= Aborigines and Torres Strait Islanders Advancement League =

Australian Indigenous rights organisation (1960–1970s)

The Aborigines and Torres Strait Islanders Advancement League, (CATSIAL), also referred to as the Cairns Aborigines and Torres Strait Islanders Advancement League or Cairns Aboriginal and Torres Strait Islander Advancement League, and Aborigines and Torres Strait Islanders Advancement League (Cairns), was an Indigenous rights organisation founded in Cairns, Queensland in January 1960. It existed until the late 1970s.

CATSIAL joined the national body, the Federal Council for Aboriginal Advancement (FCAA), soon after its establishment. It had an office in Townsville as well, and was associated with the Queensland Council for the Advancement of Aborigines and Torres Strait Islanders (QCAATSI) based in Brisbane, which was also part of the FCAA. The organisation was unusual in that both the membership and executive consisted mostly of Aboriginal and Torres Strait Islander people, whereas similar organisations in other states in the 1950s consisted mostly of Anglo-Australians, but the relationships between CATSIAL and the other groups grew strong nonetheless.
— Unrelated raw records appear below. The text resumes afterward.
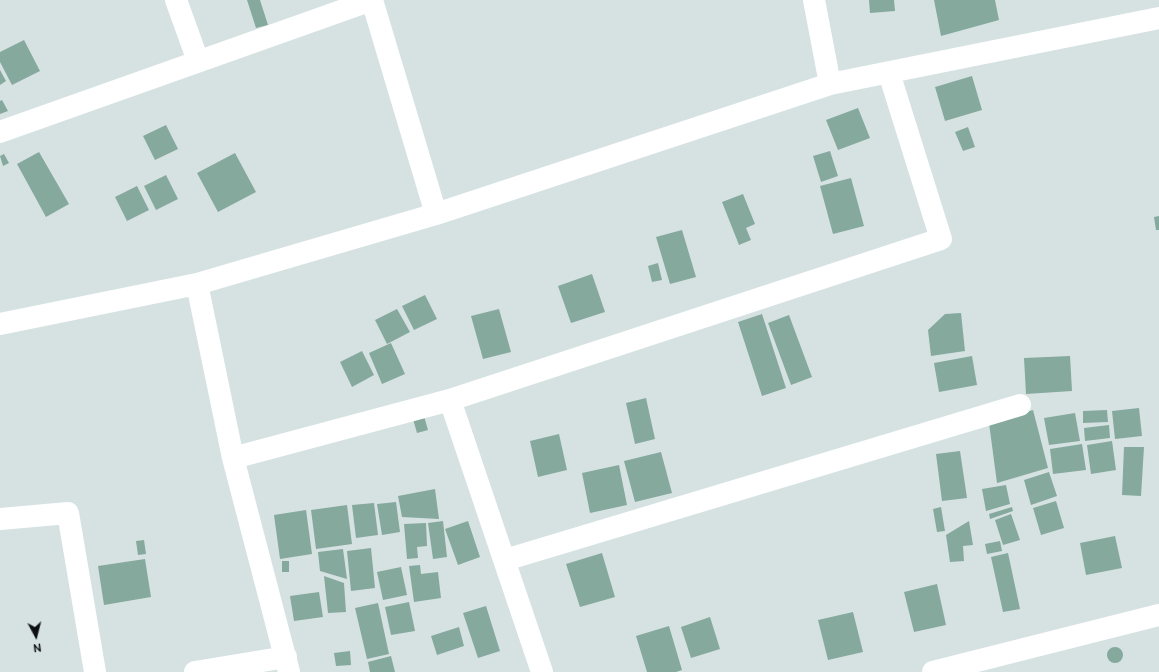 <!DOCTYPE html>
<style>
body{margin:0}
#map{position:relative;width:1159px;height:672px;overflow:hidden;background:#d6e2e2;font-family:Ubuntu,sans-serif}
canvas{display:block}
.north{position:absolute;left:16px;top:616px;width:40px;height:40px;-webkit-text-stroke:3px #d6e2e2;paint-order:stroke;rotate:173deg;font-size:11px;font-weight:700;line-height:16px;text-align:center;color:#0c1010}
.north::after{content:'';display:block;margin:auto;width:14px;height:18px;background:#0c1010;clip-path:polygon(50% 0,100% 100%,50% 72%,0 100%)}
</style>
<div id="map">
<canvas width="1159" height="672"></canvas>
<div class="north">N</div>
</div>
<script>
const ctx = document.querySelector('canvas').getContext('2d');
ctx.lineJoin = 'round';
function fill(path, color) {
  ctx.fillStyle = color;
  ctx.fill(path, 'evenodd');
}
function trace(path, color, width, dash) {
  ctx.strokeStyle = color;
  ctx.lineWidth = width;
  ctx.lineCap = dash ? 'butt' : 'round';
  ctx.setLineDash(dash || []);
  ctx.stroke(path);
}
fill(new Path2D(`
 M247,0H260L268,25L256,28Z
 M869,0H894L895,11L870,13Z
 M934,0H995L999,20L941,36Z
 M24,40L40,71L12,85L0,62V52Z
 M0,70L6,81L0,85Z
 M972,76L982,110L945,121L935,87Z
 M2,100L8,111L0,114V101Z
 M858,108L870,138L838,150L826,120Z
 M166,125L178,149L155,160L143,136Z
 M968,127L975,147L963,151L955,132Z
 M830,151L838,176L821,182L813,156Z
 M39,152L69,204L46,217L17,164Z
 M235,153L256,192L218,212L197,173Z
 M4,154L9,163L3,166L0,156Z
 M166,175L178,199L156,210L144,186Z
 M851,178L864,226L833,234L820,186Z
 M137,186L149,210L127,221L115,197Z
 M743,194L755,224L746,228L751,240L739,245L722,202Z
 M1159,216V230H1156L1154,217Z
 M682,230L696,277L670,284L656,237Z
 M658,263L662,280L652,282L648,266Z
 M592,274L605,312L571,323L558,286Z
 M425,295L437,319L414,330L402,306Z
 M397,309L410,332L387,344L375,320Z
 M499,309L511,352L483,359L471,316Z
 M961,313L965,351L931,356L928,330L945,314Z
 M762,314L786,388L762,396L738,322Z
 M789,315L812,377L791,385L768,323Z
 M391,343L405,374L382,384L369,353Z
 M362,351L374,375L352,387L340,362Z
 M972,356L977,385L939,392L934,363Z
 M1070,356L1072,391L1026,394L1024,358Z
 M646,398L655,439L635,444L626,403Z
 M1139,408L1142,436L1115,439L1112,411Z
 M1033,410L1048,468L997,483L989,423Z
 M1107,410L1108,422L1083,423V411Z
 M1075,413L1080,441L1049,445L1044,418Z
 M424,416L428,430L417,433L413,419Z
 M1109,425L1110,438L1085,441L1084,428Z
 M559,434L567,470L538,477L530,441Z
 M1112,441L1116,470L1091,474L1087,445Z
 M1082,444L1086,470L1053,474L1050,449Z
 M1124,447H1144L1141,496L1122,495Z
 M960,451L967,498L942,501L936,454Z
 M661,452L672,493L635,502L624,461Z
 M619,465L627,505L590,513L582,473Z
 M1049,472L1057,496L1031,505L1024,480Z
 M1006,485L1010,504L986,511L982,489Z
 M435,489L439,519L402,517L398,496Z
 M1056,501L1064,528L1041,535L1033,508Z
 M396,502L400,532L382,535L377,504Z
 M374,503L378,535L356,538L352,505Z
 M347,505L352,544L316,549L311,510Z
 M941,507L945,531L937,532L933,509Z
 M1012,507L1013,511L990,519L989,514Z
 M306,510L312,554L280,559L274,515Z
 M1011,514L1020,540L1003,545L995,520Z
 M443,521L447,557L433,559L428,523Z
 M468,521L480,557L458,565L445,529Z
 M969,521L973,545L963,546L964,561L950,562L946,535Z
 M426,523L427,546L417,547L418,558L407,559L404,524Z
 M1115,536L1122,568L1086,575L1080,543Z
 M144,540L146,554L138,555L136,541Z
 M1000,541L1002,551L987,554L985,544Z
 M371,548L375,588L351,591L347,551Z
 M343,549L347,579L320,571L318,552Z
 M602,553L615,597L580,607L566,564Z
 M1008,553L1020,609L1003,612L991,557Z
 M145,559L151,597L104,605L98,566Z
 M282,561H289V572H282Z
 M420,565L421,574L438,572L441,598L414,602L409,566Z
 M401,567L407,595L383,600L377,572Z
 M324,576L344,583L346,612L328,613Z
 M937,584L946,625L914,632L904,592Z
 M319,592L323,617L294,621L290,596Z
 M409,602L415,631L391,635L385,607Z
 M378,603L389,654L367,659L355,608Z
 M486,606L500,651L478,658L463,613Z
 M853,612L863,652L828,660L818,620Z
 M710,617L720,649L691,658L681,627Z
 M669,626L682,670L676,672H647L636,636Z
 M459,627L464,646L437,655L431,636Z
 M1107 655a8 8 0 1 1 16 0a8 8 0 1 1-16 0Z
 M350,651L351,665L336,666L334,653Z
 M391,656L395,672H370L368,662Z`), '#85a99c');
trace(new Path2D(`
 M176,0L198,61
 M372,0L436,214
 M814,0L830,84
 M0,132L372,0
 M197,284L233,458L289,672
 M0,324L197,284L436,214L830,84L1159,18
 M450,400L542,672
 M233,458L450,400L941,239L889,73
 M0,519L68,513L95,672
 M505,560L1020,405
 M195,672L286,657
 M933,672L1159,615`), '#fff', 22);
</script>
Gladys O'Shane was president of the League. Joe McGinness was secretary from 1958 to 1967, and also became president of the FCAA (later FCAATSI). Because of this connection, CATSIAL became active in the federal movement, initiating campaigns such as that against the Queensland legislation relating to Aboriginal and Torres Strait Islander people.
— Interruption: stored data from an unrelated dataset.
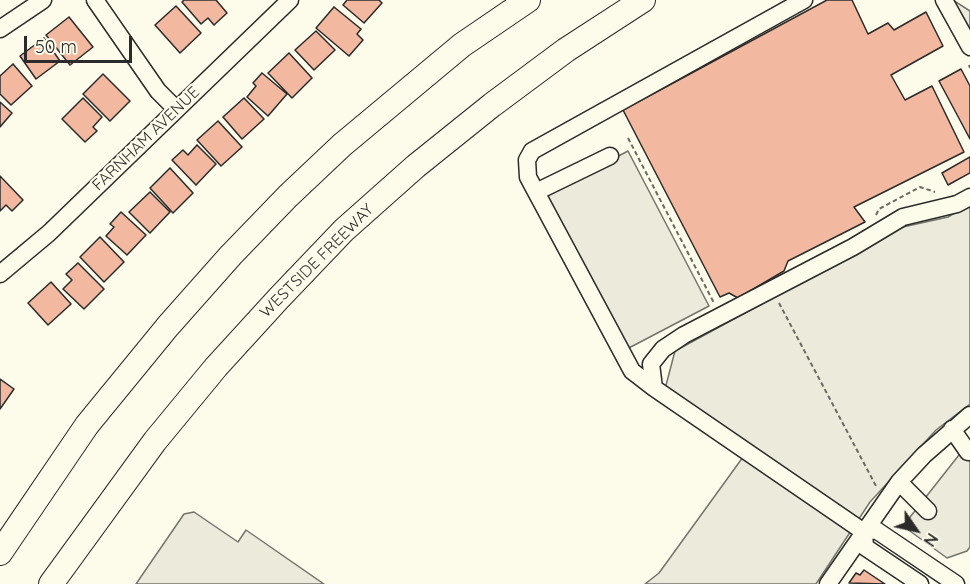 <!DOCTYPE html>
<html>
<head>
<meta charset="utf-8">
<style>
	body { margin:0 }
	#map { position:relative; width:970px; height:584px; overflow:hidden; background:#fdfbea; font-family:Quicksand,sans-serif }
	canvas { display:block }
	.north { position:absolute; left:886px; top:500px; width:60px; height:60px; -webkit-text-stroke:4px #fdfbea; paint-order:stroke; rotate:124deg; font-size:16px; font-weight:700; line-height:24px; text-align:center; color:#2b2b2b }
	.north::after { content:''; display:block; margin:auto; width:21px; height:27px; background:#2b2b2b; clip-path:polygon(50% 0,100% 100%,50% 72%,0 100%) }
	.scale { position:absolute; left:24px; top:36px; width:108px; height:27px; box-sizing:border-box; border:3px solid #2b2b2b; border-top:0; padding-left:8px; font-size:18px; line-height:21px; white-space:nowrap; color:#2b2b2b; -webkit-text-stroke:4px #fdfbea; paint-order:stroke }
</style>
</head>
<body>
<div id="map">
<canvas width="970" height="584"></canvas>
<div class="north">N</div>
<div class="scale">50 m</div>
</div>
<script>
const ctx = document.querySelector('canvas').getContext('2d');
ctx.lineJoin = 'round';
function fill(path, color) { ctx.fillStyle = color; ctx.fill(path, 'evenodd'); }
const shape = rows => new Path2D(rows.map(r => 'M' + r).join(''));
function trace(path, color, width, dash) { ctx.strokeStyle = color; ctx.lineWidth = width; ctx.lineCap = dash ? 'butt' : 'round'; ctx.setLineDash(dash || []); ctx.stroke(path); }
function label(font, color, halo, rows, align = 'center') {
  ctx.font = font + ' Quicksand,sans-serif'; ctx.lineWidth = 4.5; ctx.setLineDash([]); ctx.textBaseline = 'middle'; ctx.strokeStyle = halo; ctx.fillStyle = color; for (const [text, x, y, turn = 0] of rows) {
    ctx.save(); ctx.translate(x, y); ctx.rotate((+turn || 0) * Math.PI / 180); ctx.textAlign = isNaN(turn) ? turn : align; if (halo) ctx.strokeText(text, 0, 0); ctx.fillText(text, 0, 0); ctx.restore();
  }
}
const parking = shape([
	[953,0,970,11,970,34,953,0],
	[628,151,709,306,625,350,544,195,628,151],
	[970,204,970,404,936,430,870,502,816,584,645,584,659,573,751,446,665,389,675,351,903,227,948,217,970,204],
	[970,441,970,547,967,551,947,558,903,526,970,441],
	[194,512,238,542,246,530,324,584,136,584,184,514,194,512]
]);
fill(parking, '#eceadb');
trace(parking, '#74746e', 1.5);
const building = shape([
	[184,0,216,0,227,13,214,25,208,18,201,24,182,2,184,0],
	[347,0,379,0,382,3,364,23,343,5,347,0],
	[827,0,852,0,868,34,888,23,894,30,926,12,943,46,891,75,905,100,932,86,964,152,854,207,865,222,788,261,784,271,738,298,729,293,720,297,623,110,827,0],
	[176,6,201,33,180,53,155,25,176,6],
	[334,7,361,29,357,34,363,40,349,56,316,28,334,7],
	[69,17,93,47,70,65,46,35,69,17],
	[316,31,335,50,314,70,295,50,316,31],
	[44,38,60,61,36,79,20,56,44,38],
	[289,53,312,78,292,98,268,73,289,53],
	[13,64,32,86,11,105,0,94,0,76,13,64],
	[961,69,970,86,970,139,939,81,961,69],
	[262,73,287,94,268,116,247,97,256,86,253,83,262,73],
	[103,74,130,101,110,121,83,94,103,74],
	[83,98,102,117,93,127,97,131,85,142,62,119,83,98],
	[244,98,264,119,242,139,223,117,244,98],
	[0,102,12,113,0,127,0,102],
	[218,121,242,147,221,166,197,140,218,121],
	[197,145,216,164,196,185,172,160,183,150,188,155,197,145],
	[970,157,970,173,948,185,942,173,970,157],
	[170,168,193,193,173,213,150,188,170,168],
	[0,176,23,200,12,211,6,205,0,211,0,176],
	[150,192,170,212,150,233,129,212,150,192],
	[121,212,146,235,127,255,106,236,114,227,110,224,121,212],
	[100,237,124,262,104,282,80,257,100,237],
	[78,263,104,289,84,309,63,289,72,280,66,274,78,263],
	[51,282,71,304,48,325,28,303,51,282],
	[0,379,14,389,0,409,0,379],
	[864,570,885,584,849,583,856,573,860,575,864,570]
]);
fill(building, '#f2b8a0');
trace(building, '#2b2b2b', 1.5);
const minor = shape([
	[95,0,158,91,176,109],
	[804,0,532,151,527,160,528,177,632,371,654,388,864,532],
	[944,0,970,47],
	[0,29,43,0],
	[536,192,610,156],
	[0,274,49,233,290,0],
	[654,388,651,364,663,349,684,335,853,247,903,217,957,204,970,197],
	[952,429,968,452],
	[899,482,928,511],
	[864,532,876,530,956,584],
	[864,532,865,547,920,584],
	[828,584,899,482,924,455,970,415]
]);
const highway = shape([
	[0,553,87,425,168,326,231,255,288,196,342,145,462,45,528,0],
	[51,584,155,441,216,367,279,298,344,230,416,166,492,105,566,50,643,0]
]);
trace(minor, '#2b2b2b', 19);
trace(highway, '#2b2b2b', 26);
trace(shape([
	[969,65,970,68],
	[628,138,713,301,716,300],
	[876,215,879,209,920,187,935,192],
	[779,303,876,486]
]), '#6a6964', 2, [4.5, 3]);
trace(minor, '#fdfbea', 16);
trace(highway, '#fdfbea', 24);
label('16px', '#2b2b2b', '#fdfbea', [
	["FARNHAM AVENUE",146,139,-44],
	["WESTSIDE FREEWAY",317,261,-45]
]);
</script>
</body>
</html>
Most of the active members of the League were also members of the Communist Party of Australia (CPA), similar to the sister organisation in Victoria, the Council for Aboriginal Rights (CAR), as the CPA was the only political party in Australia that had developed a policy on Aboriginal Australians. The Cairns Trades and Labour Council, the Union of Australian Women and the Waterside Workers' Federation all supported the League both morally and financially. Trade unionists and CPA members assisted CATSIAL with their work.
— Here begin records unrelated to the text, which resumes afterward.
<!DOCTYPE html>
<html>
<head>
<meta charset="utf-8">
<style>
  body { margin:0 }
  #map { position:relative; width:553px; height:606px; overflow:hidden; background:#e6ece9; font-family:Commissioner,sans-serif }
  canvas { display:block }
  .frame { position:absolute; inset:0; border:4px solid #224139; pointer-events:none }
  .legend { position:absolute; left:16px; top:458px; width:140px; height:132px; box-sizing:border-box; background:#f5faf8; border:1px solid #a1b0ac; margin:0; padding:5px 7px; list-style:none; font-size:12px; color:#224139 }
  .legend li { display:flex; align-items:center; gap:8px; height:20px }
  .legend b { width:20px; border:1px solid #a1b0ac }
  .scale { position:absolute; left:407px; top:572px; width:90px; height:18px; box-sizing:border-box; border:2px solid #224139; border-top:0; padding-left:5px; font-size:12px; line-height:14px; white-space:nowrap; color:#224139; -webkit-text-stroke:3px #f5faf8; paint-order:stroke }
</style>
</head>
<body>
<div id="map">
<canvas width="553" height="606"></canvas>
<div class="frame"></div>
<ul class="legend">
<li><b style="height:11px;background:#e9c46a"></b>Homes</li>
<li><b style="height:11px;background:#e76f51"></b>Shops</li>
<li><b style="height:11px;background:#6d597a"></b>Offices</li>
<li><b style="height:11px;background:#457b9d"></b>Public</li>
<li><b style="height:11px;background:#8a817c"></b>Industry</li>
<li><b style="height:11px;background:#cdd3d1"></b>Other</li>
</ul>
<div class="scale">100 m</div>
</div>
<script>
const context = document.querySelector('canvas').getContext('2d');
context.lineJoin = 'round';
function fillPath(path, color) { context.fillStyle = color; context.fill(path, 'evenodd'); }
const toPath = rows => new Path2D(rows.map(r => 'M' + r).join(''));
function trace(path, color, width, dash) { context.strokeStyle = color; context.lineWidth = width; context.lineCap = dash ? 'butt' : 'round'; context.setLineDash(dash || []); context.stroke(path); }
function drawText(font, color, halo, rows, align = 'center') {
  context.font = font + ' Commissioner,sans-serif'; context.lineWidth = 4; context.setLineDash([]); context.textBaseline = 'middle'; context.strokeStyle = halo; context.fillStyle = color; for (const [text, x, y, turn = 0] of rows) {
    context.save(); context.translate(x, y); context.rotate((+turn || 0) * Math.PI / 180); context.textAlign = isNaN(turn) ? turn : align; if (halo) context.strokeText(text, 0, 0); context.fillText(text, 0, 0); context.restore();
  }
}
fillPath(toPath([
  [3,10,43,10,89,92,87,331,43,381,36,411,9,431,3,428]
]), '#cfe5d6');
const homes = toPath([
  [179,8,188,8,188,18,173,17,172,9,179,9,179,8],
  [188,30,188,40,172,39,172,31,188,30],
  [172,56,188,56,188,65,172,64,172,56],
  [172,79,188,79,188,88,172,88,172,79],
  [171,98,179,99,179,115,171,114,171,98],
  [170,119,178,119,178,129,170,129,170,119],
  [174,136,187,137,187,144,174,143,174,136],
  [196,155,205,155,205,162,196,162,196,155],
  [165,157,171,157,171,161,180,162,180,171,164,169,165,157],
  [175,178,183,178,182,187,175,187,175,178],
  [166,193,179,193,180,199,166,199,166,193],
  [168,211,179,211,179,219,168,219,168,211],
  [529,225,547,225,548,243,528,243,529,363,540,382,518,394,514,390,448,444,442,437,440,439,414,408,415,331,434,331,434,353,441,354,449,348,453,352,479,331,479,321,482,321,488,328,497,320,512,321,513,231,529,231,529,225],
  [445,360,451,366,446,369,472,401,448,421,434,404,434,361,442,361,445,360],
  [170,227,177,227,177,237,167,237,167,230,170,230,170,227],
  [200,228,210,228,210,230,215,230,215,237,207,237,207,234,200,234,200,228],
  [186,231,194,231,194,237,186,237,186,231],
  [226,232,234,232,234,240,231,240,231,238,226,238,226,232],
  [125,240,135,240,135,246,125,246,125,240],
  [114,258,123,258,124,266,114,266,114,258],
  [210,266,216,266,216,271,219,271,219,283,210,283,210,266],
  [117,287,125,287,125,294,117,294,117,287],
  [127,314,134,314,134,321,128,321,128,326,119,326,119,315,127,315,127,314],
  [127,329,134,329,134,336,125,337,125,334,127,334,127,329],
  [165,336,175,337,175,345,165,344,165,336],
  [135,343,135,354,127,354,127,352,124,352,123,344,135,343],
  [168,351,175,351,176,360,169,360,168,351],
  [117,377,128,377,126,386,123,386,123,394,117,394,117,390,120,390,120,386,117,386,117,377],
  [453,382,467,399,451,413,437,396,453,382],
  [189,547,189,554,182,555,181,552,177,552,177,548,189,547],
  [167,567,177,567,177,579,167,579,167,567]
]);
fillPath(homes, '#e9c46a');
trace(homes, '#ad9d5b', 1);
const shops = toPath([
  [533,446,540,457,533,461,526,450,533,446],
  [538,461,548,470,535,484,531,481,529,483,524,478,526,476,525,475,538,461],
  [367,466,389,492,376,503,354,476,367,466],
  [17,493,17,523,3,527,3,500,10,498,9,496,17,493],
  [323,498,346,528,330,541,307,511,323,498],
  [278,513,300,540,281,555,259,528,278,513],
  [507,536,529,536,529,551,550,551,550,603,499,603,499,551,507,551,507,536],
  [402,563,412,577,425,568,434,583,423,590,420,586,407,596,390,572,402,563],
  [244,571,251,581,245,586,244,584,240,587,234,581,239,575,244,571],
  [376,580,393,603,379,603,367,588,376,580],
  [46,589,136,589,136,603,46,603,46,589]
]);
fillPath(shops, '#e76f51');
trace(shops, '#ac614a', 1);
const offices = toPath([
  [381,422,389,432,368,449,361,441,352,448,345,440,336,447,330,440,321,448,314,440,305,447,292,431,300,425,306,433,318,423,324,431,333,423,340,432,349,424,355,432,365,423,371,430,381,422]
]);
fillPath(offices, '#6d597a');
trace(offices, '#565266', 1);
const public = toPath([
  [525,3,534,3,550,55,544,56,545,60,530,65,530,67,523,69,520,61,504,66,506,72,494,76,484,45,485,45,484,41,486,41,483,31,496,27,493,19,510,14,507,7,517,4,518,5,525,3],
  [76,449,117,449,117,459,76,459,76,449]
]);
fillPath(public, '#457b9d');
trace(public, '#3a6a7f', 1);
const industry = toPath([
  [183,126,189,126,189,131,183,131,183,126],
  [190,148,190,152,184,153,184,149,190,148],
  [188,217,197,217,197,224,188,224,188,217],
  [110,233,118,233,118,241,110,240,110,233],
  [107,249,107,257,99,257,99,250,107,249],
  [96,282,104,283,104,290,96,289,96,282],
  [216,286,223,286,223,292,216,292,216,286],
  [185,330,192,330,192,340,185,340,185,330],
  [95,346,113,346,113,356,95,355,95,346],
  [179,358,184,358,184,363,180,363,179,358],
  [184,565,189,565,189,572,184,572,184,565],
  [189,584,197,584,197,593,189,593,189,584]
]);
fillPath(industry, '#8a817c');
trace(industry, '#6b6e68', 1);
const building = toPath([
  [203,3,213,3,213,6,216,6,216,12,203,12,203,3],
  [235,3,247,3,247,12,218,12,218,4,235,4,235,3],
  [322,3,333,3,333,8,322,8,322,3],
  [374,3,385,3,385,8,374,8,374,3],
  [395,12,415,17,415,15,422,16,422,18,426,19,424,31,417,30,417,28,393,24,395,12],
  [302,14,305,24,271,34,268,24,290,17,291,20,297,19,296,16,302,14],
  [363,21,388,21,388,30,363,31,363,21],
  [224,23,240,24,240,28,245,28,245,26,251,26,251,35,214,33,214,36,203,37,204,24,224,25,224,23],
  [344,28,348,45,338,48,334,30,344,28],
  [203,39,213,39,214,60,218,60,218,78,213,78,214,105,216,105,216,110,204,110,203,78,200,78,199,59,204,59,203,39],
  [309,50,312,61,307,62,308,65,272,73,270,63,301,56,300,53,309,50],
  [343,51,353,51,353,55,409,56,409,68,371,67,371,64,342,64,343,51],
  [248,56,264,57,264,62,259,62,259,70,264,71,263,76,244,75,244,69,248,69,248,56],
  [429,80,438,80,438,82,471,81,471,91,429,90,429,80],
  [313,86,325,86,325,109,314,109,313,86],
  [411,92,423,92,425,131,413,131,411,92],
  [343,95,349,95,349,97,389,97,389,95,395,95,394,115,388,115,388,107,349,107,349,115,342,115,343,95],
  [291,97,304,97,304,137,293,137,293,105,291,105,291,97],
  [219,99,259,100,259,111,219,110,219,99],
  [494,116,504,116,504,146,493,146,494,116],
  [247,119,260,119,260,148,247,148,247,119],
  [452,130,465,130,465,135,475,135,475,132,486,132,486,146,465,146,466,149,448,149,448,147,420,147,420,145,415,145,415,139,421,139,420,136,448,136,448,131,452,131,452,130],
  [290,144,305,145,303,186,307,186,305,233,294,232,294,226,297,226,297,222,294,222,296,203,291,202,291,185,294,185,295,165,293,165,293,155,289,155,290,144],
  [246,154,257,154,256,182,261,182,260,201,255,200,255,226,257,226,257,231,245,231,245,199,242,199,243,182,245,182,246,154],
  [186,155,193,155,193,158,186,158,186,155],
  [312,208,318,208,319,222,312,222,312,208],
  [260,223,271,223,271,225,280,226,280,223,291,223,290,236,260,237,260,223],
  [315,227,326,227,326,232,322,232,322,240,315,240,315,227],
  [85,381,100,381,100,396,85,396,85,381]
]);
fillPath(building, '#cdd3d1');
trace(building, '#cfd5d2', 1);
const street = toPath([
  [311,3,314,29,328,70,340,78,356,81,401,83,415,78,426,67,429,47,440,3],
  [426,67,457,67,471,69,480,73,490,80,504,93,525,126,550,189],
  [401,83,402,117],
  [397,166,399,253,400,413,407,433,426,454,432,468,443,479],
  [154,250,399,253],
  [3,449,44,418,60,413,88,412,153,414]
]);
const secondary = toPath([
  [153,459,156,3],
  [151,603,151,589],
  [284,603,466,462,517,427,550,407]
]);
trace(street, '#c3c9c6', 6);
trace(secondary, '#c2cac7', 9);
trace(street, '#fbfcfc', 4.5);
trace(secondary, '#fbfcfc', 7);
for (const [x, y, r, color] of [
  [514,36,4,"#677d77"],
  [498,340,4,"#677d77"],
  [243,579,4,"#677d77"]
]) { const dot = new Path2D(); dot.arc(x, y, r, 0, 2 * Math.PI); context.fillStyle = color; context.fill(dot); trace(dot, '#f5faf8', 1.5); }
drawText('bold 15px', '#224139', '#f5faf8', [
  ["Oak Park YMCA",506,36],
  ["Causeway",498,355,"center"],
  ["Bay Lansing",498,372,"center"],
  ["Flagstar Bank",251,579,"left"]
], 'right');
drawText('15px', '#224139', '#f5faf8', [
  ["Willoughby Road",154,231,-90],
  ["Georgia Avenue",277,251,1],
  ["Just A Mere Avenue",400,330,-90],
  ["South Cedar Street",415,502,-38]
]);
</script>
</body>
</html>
The league fought to establish recognition of the fact that Aboriginal people were the original owners of the land, and also recognition as full citizens of Australia. The league's first success was getting a taxi driver who had been sacked on racial grounds reinstated, with the assistance of the local Trades and Labour Council.

The Queensland group kept close ties with the CAR activists such as Shirley Andrews, Stan Davey, Pauline Pickford, and Barry Christophers, in particular during and after their involvement with the case concerning the Cape Bedford Mission at Hope Vale in 1961.

Some of the targets of the League's campaigns apart from Hope Vale were: Queensland legislation which still discriminated against Indigenous people (the Aborigines' and Torres Strait Islanders' Affairs Act 1965 and its 1971 successors), police brutality (especially in Mareeba and Mossman), the 1967 referendum, educational opportunities, employment matters (including equal wages), and benefits for Torres Strait Islander ex-servicemen.